PM Narendra D. Modi recently commended the part of the private sector in national development. Some were recalled of his 2014 appeal for “minimum charge, maximum governance”. The budget release of a ‘bad bank’ gives a valuable lens to analyse how eloquence plays out in policy creation. But first, a short history of India’s distressed debt businesses, covering both insolvency law and the market for NPAs (non-performing assets).
India implemented a bankruptcy law, the Insolvency and Bankruptcy Code(IBC), as late as 2016. Asset Reconstruction Companies (ARCs) employed in the recovery of NPAs were designed earlier through the SARFESI Act in 2002. The NPA market intended to move bad debt off the balance sheets of banks and commercially relevant values. Allowing ARCs to partially pay for NPAs in bonds allowed banks to use buyer firms’ revival forecasts to improve deal values.

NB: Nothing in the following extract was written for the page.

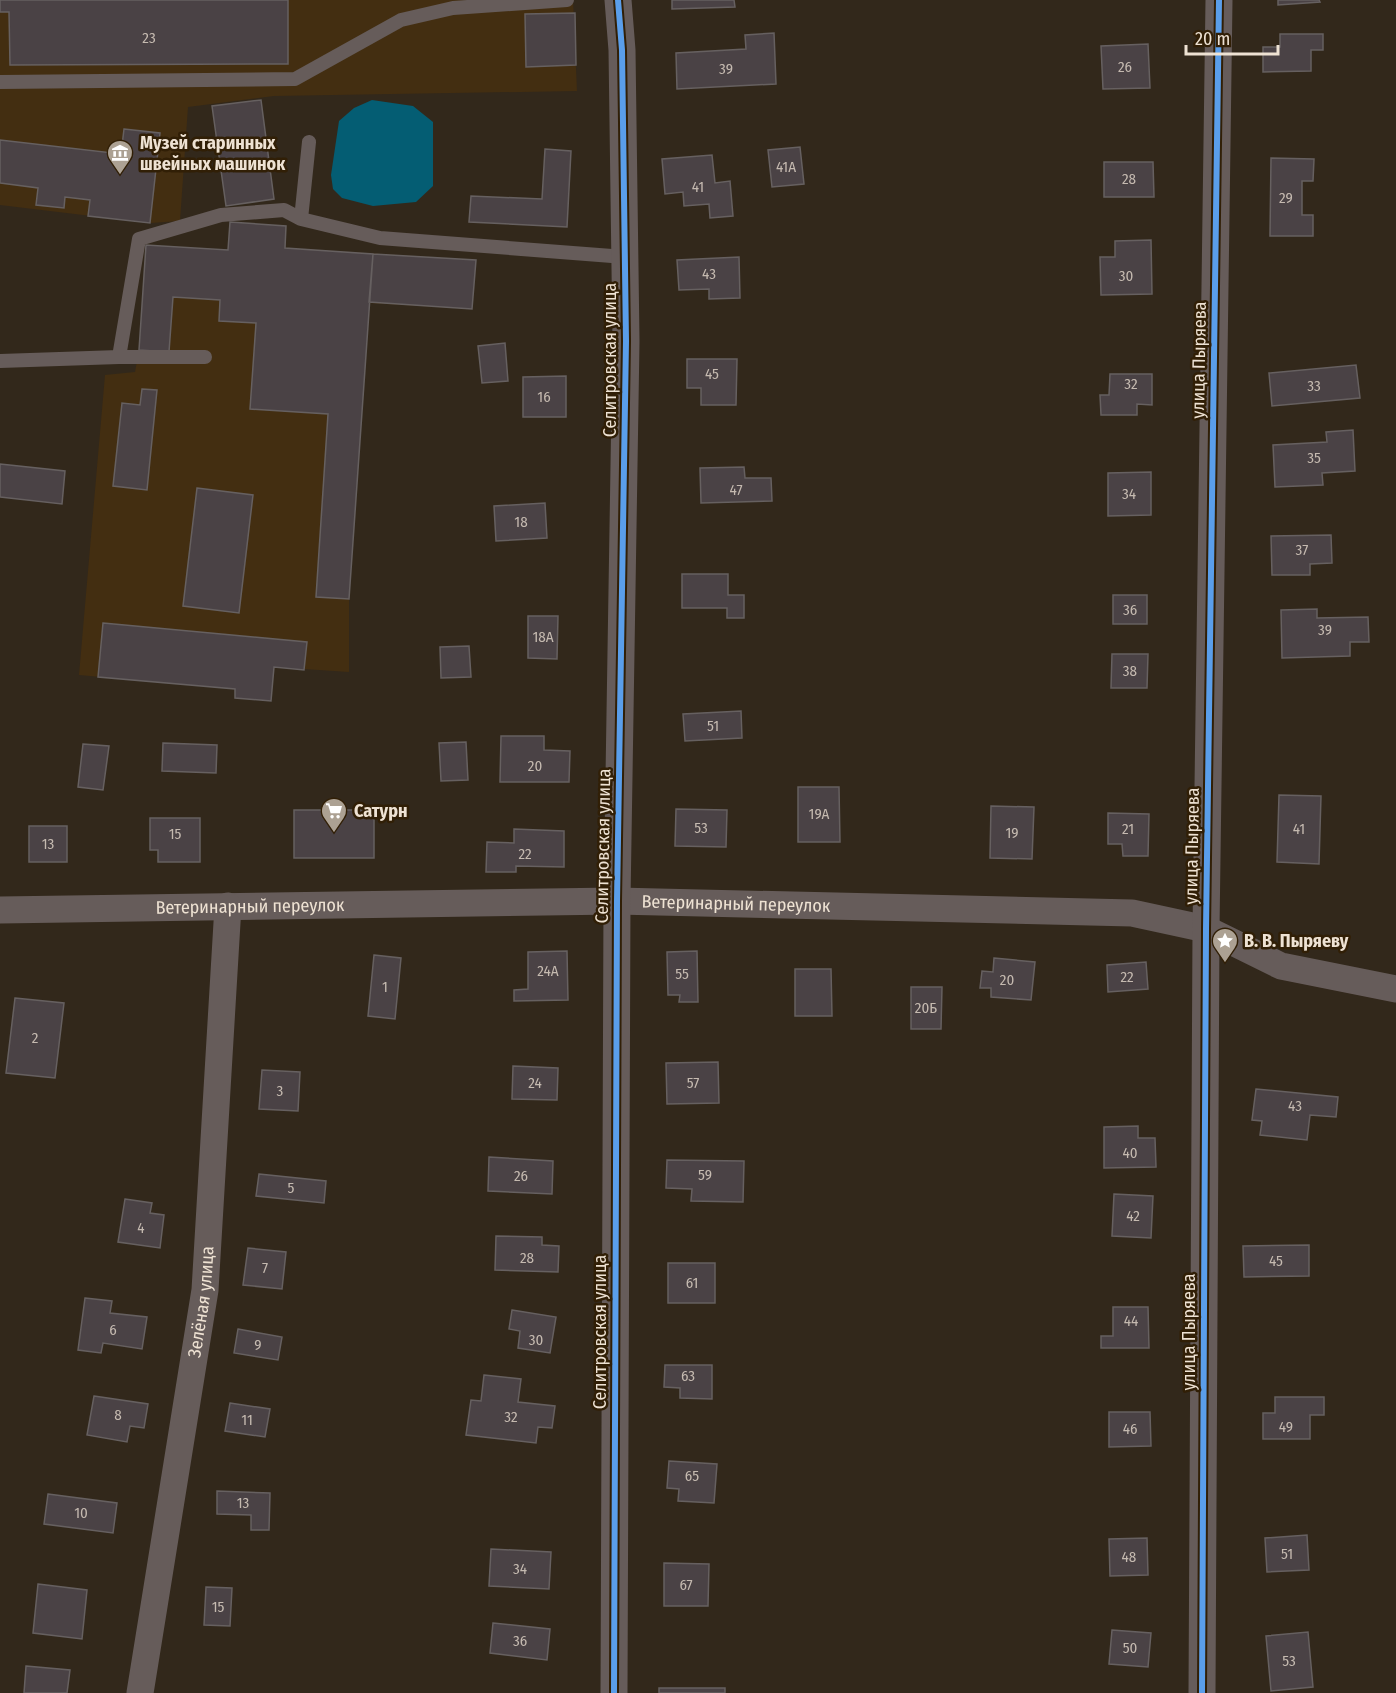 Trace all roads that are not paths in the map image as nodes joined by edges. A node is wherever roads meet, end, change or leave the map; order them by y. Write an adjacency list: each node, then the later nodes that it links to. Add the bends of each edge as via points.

However, a balance was struck, as high-security securitisation, levels transfer risk out of banks’ books. From 2002 to 2016, businesses had a high proportion of security. Indeed, over 2002-2007, with cash balances as low as 7%, ARCs could earn a positive net gain solely based on administration fees, without any value appreciation by way of securitisation or asset restoration. In 2006, the RBI conditioned a minimum cash proportion of just 5%.
Why would these deals be agreeable to banks? Among a weak bankruptcy scene, banks had to resolve for low dealings. They would prefer to hold contracts at such values to hope for high future returns rather than accept cash.
At such high levels of cash, the trade becomes unviable for all but the most exceptional assets. Even then, that would happen only if ARCs can collaborate with global funds that obtain capital at rock-bottom interest rates. An evaluation agency report states that in 2018-19, such investors’ holdings in newly-issued security receipts rose sharply.